[What is needed]: The data below is to be written out exactly, with no pictures.
[Data for analysis Boundary: Start]
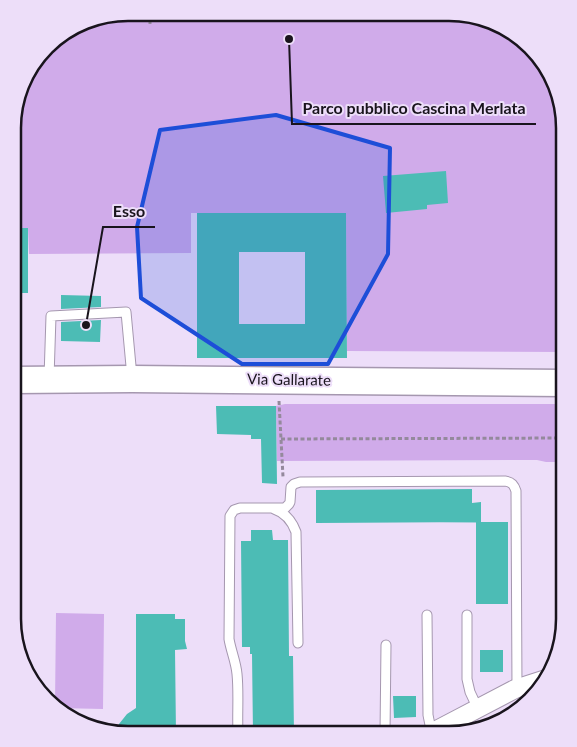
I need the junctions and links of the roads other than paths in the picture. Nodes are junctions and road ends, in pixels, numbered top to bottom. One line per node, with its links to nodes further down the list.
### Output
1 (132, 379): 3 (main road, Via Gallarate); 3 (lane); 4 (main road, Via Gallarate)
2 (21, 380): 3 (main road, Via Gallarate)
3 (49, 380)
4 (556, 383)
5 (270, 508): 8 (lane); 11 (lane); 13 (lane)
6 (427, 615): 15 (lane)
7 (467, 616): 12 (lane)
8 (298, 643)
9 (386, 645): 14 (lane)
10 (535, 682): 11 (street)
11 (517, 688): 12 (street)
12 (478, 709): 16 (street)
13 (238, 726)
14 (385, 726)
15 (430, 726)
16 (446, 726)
[Data for analysis Boundary: End]
[Answer space]:
I need the junctions and links of the roads other than paths in the picture. Nodes are junctions and road ends, in pixels, numbered top to bottom. One line per node, with its links to nodes further down the list.
### Output
1 (132, 379): 3 (main road, Via Gallarate); 3 (lane); 4 (main road, Via Gallarate)
2 (21, 380): 3 (main road, Via Gallarate)
3 (49, 380)
4 (556, 383)
5 (270, 508): 8 (lane); 11 (lane); 13 (lane)
6 (427, 615): 15 (lane)
7 (467, 616): 12 (lane)
8 (298, 643)
9 (386, 645): 14 (lane)
10 (535, 682): 11 (street)
11 (517, 688): 12 (street)
12 (478, 709): 16 (street)
13 (238, 726)
14 (385, 726)
15 (430, 726)
16 (446, 726)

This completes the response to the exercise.